Dataset entries:

········

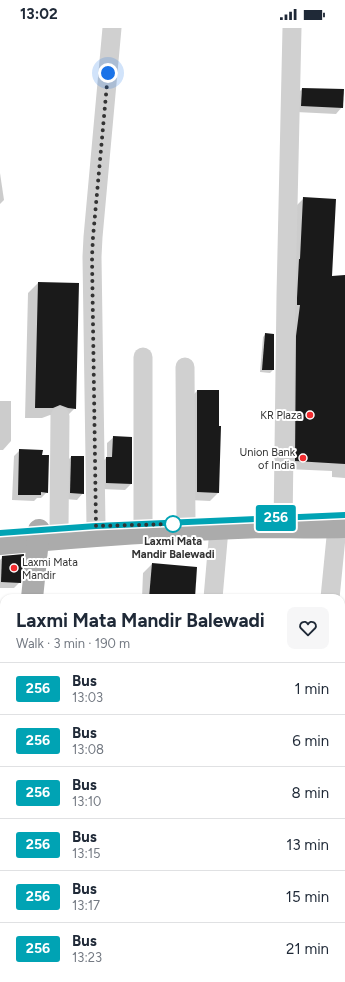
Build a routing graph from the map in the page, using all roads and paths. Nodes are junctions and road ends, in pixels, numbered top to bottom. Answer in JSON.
{"nodes":[{"id":1,"x":112,"y":28,"type":"edge"},
{"id":2,"x":292,"y":28,"type":"edge"},
{"id":3,"x":142,"y":357,"type":"dead end"},
{"id":4,"x":185,"y":367,"type":"dead end"},
{"id":5,"x":60,"y":416,"type":"dead end"},
{"id":6,"x":186,"y":523,"type":"junction"},
{"id":7,"x":283,"y":523,"type":"junction"},
{"id":8,"x":342,"y":523,"type":"edge"},
{"id":9,"x":143,"y":525,"type":"junction"},
{"id":10,"x":96,"y":526,"type":"junction"},
{"id":11,"x":219,"y":530,"type":"junction"},
{"id":12,"x":0,"y":533,"type":"edge"},
{"id":13,"x":45,"y":533,"type":"junction"},
{"id":14,"x":0,"y":544,"type":"edge"},
{"id":15,"x":33,"y":594,"type":"edge"},
{"id":16,"x":213,"y":594,"type":"edge"},
{"id":17,"x":331,"y":594,"type":"edge"}],
"edges":[{"from":1,"to":10,"type":"street"},
{"from":2,"to":7,"type":"street"},
{"from":3,"to":9,"type":"street"},
{"from":4,"to":6,"type":"street"},
{"from":5,"to":13,"type":"street"},
{"from":6,"to":7,"type":"main road"},
{"from":6,"to":9,"type":"main road"},
{"from":7,"to":8,"type":"main road"},
{"from":7,"to":11,"type":"main road"},
{"from":8,"to":17,"type":"street"},
{"from":9,"to":10,"type":"main road"},
{"from":10,"to":13,"type":"main road"},
{"from":11,"to":13,"type":"main road"},
{"from":11,"to":16,"type":"street"},
{"from":12,"to":13,"type":"main road"},
{"from":13,"to":14,"type":"main road"},
{"from":13,"to":15,"type":"main road"}]}
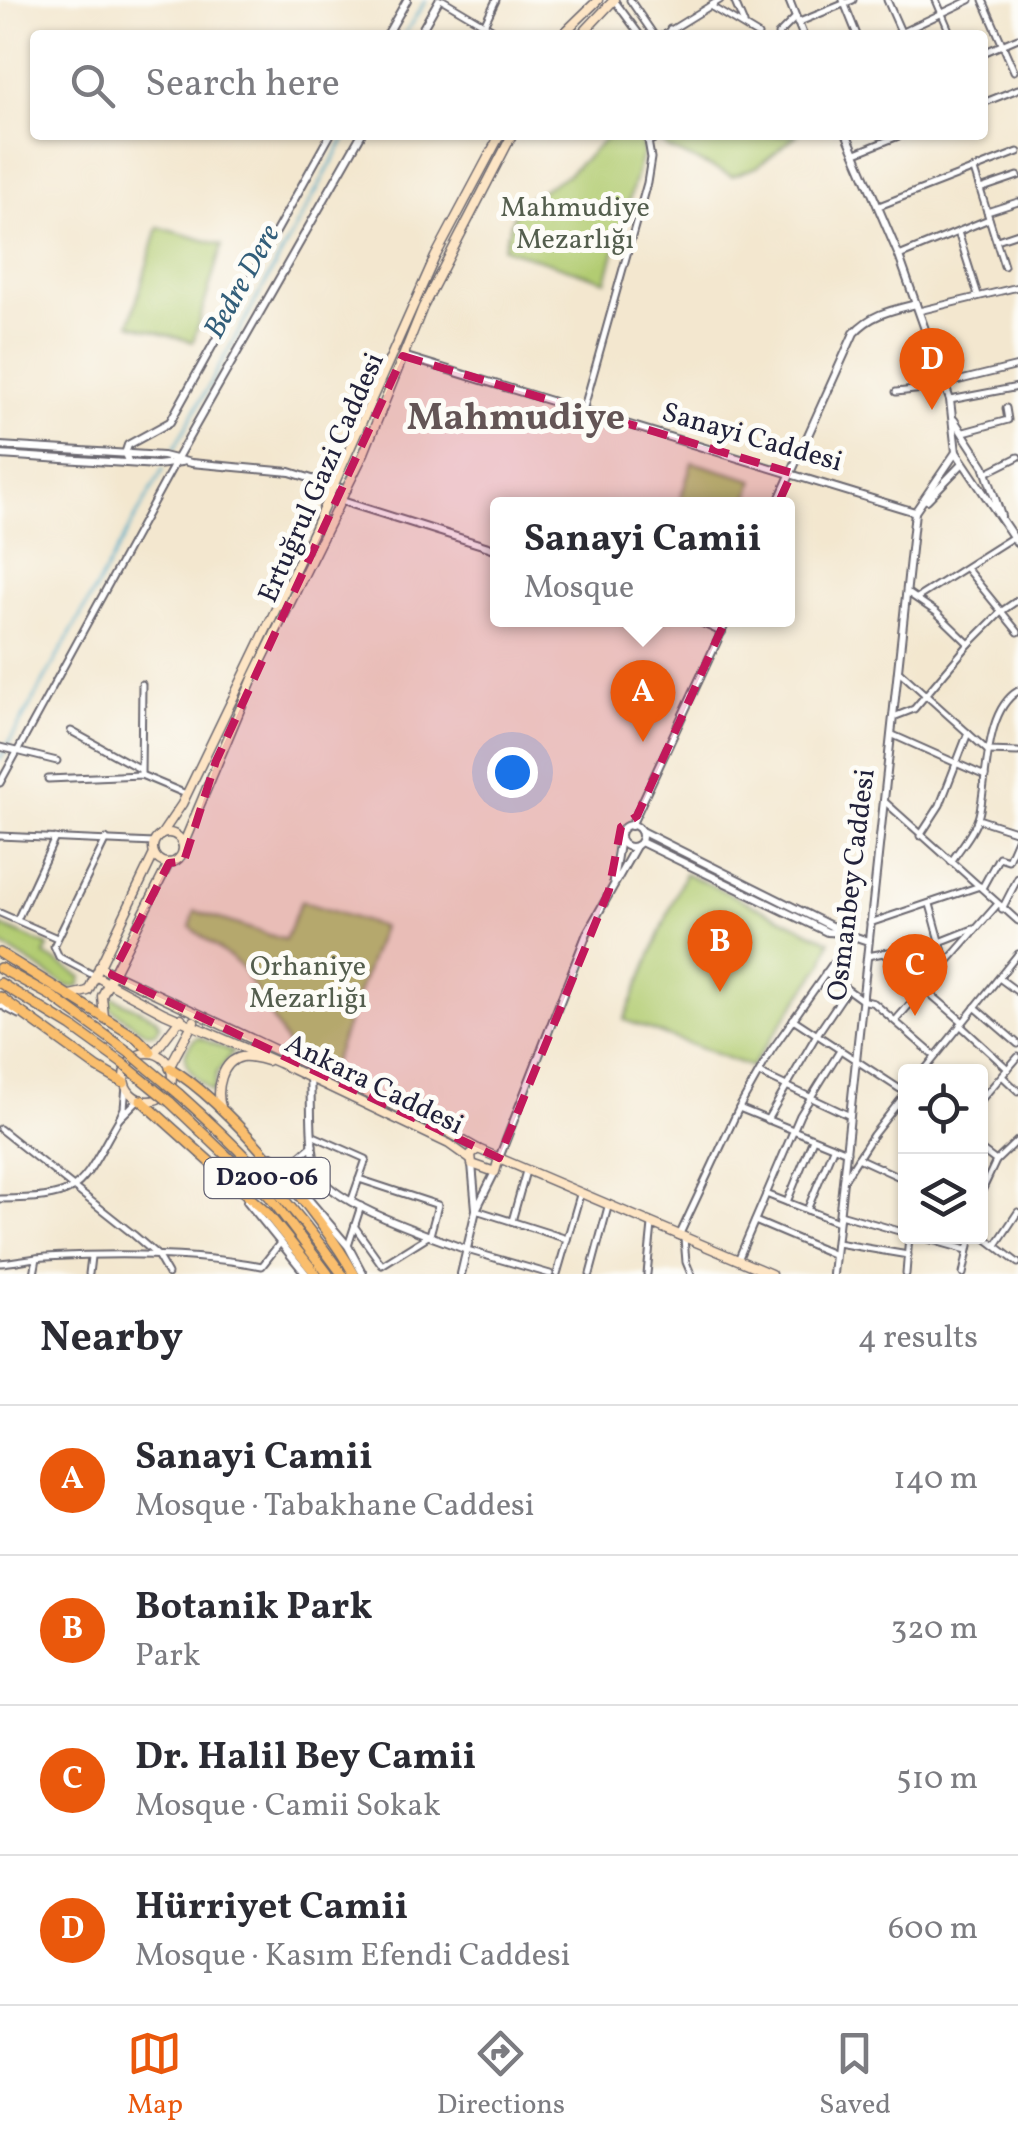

········

WORK TO COMPLETE:
Gather each line in the entries above where the string "dead" is found.

SOLUTION TO THIS PROBLEM:
{"id":3,"x":142,"y":357,"type":"dead end"},
{"id":4,"x":185,"y":367,"type":"dead end"},
{"id":5,"x":60,"y":416,"type":"dead end"},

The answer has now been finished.